··· Records for processing

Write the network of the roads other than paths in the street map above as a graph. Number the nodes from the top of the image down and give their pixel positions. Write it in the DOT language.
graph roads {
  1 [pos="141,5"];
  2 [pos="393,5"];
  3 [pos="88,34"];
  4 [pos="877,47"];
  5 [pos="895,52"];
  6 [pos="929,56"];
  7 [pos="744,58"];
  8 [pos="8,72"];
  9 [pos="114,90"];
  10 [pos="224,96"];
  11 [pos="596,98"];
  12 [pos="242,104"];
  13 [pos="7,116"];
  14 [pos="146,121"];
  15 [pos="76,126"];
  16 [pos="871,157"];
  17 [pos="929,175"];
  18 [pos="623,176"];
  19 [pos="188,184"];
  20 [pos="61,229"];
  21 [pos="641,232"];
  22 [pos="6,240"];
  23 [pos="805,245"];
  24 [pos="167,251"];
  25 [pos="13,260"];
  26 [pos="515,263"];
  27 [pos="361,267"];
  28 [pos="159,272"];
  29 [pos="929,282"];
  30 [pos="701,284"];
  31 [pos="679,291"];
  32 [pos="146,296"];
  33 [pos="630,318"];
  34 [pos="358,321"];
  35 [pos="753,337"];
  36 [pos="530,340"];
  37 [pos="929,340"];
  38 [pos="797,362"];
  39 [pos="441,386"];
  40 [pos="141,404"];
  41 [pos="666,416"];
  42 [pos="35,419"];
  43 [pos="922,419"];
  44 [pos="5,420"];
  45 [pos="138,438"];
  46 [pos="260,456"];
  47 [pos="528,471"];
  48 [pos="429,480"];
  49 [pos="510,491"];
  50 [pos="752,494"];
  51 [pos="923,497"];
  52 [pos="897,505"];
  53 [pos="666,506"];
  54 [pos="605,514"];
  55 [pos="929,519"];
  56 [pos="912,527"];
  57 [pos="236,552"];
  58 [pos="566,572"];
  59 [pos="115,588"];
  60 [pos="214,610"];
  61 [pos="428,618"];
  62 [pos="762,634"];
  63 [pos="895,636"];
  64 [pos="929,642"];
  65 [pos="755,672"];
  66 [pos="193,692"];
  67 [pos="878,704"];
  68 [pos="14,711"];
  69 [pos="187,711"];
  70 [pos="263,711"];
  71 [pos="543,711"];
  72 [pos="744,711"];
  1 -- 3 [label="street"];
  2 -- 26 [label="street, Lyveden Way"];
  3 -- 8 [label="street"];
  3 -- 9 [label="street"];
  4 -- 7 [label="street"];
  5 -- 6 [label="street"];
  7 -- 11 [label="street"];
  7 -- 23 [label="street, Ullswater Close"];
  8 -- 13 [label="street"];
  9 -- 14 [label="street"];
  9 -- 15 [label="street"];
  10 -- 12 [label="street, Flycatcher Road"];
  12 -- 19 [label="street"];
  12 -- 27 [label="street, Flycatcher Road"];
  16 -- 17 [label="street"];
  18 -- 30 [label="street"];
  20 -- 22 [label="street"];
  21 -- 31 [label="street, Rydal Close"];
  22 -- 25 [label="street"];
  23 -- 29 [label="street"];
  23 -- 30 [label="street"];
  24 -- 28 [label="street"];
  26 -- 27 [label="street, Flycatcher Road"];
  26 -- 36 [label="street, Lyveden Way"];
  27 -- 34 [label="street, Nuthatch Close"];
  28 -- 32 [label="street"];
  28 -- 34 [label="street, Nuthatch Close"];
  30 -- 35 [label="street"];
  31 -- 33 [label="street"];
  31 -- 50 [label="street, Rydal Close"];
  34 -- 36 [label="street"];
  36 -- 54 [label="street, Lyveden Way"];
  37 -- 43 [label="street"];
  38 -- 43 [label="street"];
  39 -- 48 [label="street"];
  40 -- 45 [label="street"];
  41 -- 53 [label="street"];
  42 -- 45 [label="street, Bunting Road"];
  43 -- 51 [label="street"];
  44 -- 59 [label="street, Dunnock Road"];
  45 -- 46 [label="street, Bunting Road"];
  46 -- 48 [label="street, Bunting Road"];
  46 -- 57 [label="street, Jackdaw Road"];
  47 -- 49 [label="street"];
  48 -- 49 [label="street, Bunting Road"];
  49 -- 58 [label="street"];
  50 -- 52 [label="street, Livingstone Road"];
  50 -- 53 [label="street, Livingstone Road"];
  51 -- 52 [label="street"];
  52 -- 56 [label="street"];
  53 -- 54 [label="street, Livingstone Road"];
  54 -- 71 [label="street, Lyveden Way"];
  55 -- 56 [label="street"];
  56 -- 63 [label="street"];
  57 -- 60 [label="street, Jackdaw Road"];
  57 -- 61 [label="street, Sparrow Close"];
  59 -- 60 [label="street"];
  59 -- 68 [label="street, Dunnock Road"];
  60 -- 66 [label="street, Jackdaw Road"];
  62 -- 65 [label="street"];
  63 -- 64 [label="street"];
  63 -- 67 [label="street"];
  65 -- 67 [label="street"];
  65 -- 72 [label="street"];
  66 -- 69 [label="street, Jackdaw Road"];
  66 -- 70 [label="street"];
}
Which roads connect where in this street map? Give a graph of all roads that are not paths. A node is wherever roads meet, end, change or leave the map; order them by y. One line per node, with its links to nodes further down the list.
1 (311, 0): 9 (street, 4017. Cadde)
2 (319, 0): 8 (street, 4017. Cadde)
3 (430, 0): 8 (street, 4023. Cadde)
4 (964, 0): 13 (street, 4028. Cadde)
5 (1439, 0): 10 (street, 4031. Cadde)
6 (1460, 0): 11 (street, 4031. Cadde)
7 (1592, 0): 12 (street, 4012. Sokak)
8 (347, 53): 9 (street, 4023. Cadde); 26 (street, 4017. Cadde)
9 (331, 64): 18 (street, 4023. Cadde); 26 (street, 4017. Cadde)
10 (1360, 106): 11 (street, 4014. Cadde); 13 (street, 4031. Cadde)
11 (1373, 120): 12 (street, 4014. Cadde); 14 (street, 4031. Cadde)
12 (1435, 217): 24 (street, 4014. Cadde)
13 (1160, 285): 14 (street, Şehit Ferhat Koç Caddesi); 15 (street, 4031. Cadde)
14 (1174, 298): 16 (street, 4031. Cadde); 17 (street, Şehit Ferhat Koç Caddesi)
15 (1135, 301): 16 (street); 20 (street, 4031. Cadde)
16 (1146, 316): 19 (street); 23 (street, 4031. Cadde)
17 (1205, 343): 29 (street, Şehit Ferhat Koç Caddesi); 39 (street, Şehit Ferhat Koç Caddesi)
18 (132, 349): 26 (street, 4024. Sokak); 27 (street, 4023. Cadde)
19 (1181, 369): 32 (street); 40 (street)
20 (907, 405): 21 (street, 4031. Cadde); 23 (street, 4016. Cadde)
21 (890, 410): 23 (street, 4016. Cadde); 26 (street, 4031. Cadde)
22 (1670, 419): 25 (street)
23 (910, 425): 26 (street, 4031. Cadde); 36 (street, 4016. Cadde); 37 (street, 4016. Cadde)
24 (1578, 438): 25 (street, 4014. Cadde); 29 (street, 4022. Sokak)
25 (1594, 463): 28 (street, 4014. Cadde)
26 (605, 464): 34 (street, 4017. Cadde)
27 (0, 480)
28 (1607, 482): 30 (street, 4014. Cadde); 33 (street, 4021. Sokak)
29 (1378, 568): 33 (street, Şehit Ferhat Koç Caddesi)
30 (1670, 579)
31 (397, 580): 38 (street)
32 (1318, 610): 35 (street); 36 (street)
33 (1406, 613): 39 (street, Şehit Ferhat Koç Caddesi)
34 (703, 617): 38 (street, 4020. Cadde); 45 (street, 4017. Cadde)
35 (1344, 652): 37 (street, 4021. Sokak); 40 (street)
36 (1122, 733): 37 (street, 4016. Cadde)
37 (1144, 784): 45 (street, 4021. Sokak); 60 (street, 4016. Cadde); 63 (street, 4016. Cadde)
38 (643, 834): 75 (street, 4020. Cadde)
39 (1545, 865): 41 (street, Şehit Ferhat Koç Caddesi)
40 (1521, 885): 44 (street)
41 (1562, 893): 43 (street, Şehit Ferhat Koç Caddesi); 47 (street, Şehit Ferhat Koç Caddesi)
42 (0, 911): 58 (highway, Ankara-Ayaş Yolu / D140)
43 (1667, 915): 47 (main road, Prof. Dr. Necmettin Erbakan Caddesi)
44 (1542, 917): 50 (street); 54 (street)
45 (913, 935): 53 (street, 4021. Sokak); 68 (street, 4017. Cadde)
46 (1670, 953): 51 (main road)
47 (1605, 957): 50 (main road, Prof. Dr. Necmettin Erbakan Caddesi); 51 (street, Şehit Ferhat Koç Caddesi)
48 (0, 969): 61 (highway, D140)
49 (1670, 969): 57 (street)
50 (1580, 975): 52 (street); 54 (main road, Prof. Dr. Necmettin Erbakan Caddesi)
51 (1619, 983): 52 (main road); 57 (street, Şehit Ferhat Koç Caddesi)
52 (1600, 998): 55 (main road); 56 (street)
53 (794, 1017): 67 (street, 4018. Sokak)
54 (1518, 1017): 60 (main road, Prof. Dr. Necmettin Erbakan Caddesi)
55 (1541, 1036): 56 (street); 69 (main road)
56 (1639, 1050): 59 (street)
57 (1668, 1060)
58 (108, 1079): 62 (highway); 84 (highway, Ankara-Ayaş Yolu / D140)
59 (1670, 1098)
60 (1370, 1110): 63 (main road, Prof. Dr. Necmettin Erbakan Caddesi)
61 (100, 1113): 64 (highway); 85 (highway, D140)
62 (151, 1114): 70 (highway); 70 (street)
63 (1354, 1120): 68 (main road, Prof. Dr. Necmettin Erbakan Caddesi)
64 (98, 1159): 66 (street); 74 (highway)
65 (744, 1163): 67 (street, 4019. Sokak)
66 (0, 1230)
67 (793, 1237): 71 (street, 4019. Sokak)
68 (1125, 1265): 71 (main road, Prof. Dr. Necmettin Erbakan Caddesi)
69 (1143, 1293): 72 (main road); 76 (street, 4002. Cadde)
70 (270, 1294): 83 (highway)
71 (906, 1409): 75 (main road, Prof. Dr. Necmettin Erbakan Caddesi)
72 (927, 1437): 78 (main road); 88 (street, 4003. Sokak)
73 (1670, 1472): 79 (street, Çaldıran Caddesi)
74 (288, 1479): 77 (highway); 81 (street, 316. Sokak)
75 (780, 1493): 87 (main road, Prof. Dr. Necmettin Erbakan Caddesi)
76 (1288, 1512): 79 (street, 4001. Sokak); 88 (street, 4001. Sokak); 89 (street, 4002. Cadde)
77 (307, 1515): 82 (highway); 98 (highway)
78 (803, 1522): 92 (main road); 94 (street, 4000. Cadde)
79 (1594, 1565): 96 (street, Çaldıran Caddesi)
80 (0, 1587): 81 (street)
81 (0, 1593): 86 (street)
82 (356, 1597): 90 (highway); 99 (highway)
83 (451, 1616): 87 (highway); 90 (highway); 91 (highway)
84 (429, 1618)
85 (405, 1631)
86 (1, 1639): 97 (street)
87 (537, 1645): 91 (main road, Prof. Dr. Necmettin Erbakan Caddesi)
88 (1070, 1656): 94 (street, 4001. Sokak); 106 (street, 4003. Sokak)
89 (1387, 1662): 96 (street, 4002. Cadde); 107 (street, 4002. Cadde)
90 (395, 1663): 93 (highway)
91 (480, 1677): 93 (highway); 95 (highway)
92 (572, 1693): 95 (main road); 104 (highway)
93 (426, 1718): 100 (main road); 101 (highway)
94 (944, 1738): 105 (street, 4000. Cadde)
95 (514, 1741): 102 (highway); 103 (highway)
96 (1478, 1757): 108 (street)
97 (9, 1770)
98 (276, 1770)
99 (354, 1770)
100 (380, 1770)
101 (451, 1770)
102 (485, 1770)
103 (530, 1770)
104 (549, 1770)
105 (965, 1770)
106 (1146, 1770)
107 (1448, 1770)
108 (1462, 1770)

······

### [What the task asks]
Only lines that contain "Close" are needed, so copy each of them from the data.

### [Expected answer]
  7 -- 23 [label="street, Ullswater Close"];
  21 -- 31 [label="street, Rydal Close"];
  27 -- 34 [label="street, Nuthatch Close"];
  28 -- 34 [label="street, Nuthatch Close"];
  31 -- 50 [label="street, Rydal Close"];
  57 -- 61 [label="street, Sparrow Close"];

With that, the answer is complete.